***** Supplied data

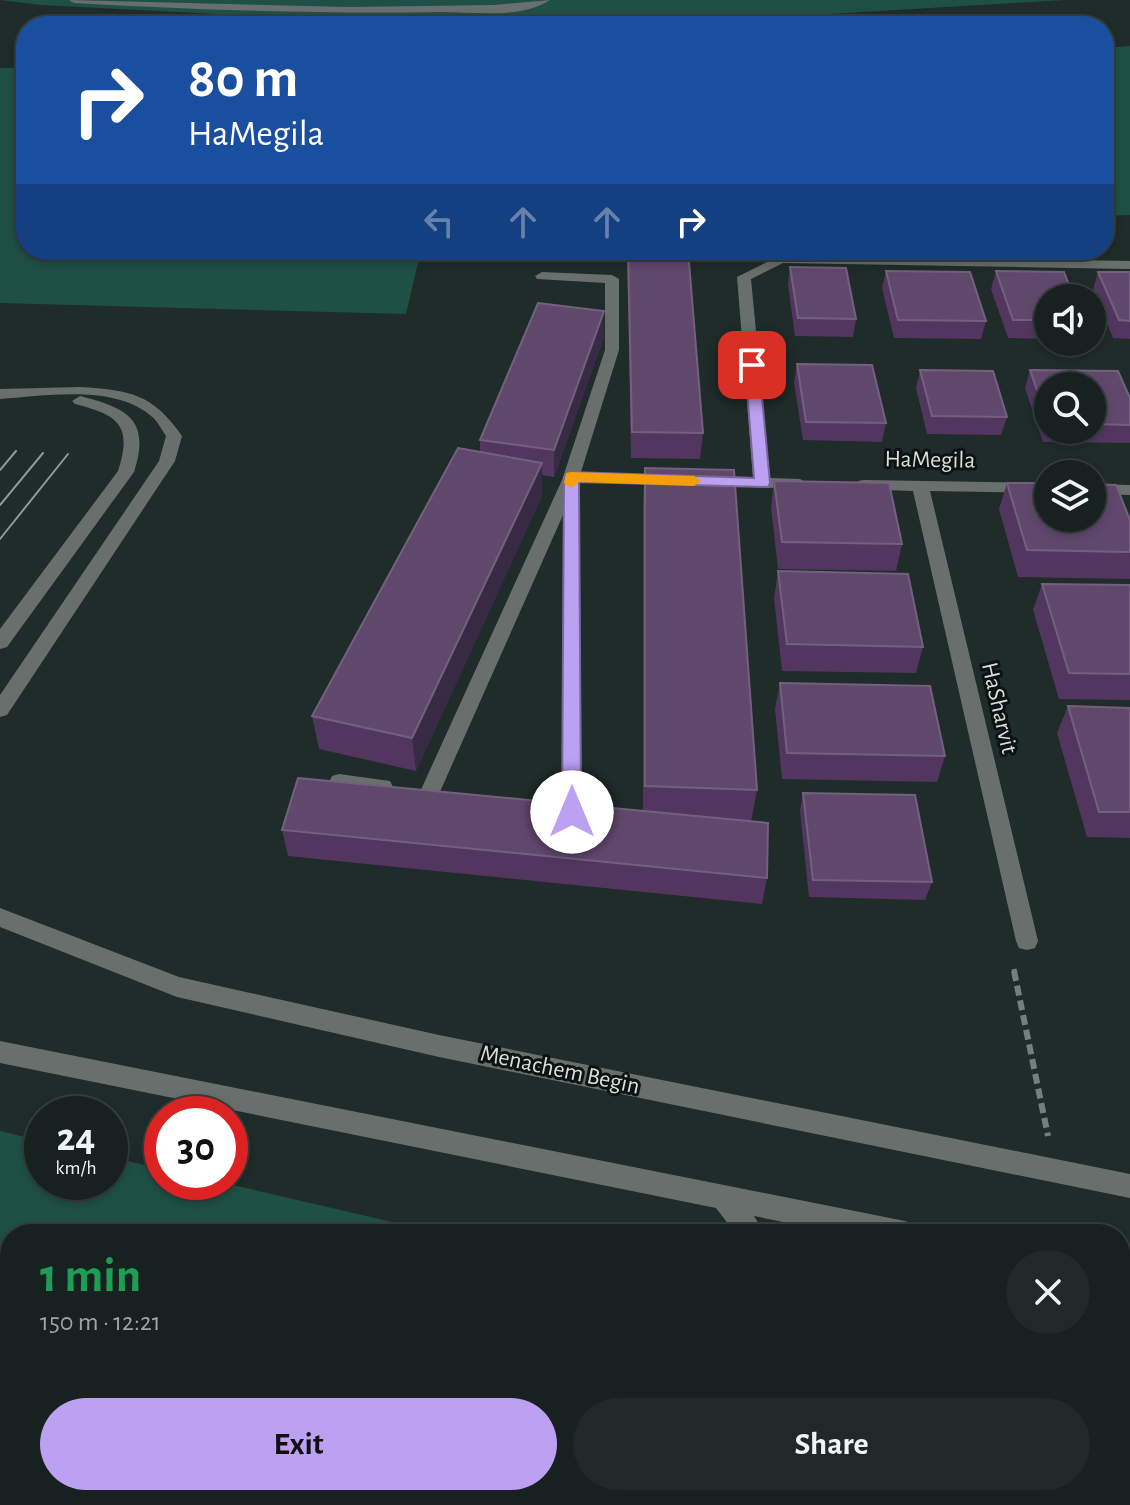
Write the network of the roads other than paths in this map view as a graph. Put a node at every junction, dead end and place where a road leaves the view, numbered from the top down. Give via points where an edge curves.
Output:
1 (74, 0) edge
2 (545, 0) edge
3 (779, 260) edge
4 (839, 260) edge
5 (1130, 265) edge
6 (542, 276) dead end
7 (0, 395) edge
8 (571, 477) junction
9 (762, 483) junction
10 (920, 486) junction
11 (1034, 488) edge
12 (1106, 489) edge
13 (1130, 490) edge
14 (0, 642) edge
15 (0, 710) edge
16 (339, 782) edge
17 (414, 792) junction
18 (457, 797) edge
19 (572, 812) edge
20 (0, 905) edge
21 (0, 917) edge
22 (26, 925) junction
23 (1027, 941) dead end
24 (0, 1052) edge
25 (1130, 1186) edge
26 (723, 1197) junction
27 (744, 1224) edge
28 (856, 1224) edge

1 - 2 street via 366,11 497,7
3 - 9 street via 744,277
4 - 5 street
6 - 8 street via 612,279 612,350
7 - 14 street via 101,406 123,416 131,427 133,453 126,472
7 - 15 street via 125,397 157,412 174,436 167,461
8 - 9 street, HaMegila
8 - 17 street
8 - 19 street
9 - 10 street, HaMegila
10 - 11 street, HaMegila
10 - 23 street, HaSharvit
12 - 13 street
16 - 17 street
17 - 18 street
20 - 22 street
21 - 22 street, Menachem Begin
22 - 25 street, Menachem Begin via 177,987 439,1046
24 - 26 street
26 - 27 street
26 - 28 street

**********

Would you copy out every line of the data above exactly, minus the pictures?

Write the network of the roads other than paths in this map view as a graph. Put a node at every junction, dead end and place where a road leaves the view, numbered from the top down. Give via points where an edge curves.
Output:
1 (74, 0) edge
2 (545, 0) edge
3 (779, 260) edge
4 (839, 260) edge
5 (1130, 265) edge
6 (542, 276) dead end
7 (0, 395) edge
8 (571, 477) junction
9 (762, 483) junction
10 (920, 486) junction
11 (1034, 488) edge
12 (1106, 489) edge
13 (1130, 490) edge
14 (0, 642) edge
15 (0, 710) edge
16 (339, 782) edge
17 (414, 792) junction
18 (457, 797) edge
19 (572, 812) edge
20 (0, 905) edge
21 (0, 917) edge
22 (26, 925) junction
23 (1027, 941) dead end
24 (0, 1052) edge
25 (1130, 1186) edge
26 (723, 1197) junction
27 (744, 1224) edge
28 (856, 1224) edge

1 - 2 street via 366,11 497,7
3 - 9 street via 744,277
4 - 5 street
6 - 8 street via 612,279 612,350
7 - 14 street via 101,406 123,416 131,427 133,453 126,472
7 - 15 street via 125,397 157,412 174,436 167,461
8 - 9 street, HaMegila
8 - 17 street
8 - 19 street
9 - 10 street, HaMegila
10 - 11 street, HaMegila
10 - 23 street, HaSharvit
12 - 13 street
16 - 17 street
17 - 18 street
20 - 22 street
21 - 22 street, Menachem Begin
22 - 25 street, Menachem Begin via 177,987 439,1046
24 - 26 street
26 - 27 street
26 - 28 street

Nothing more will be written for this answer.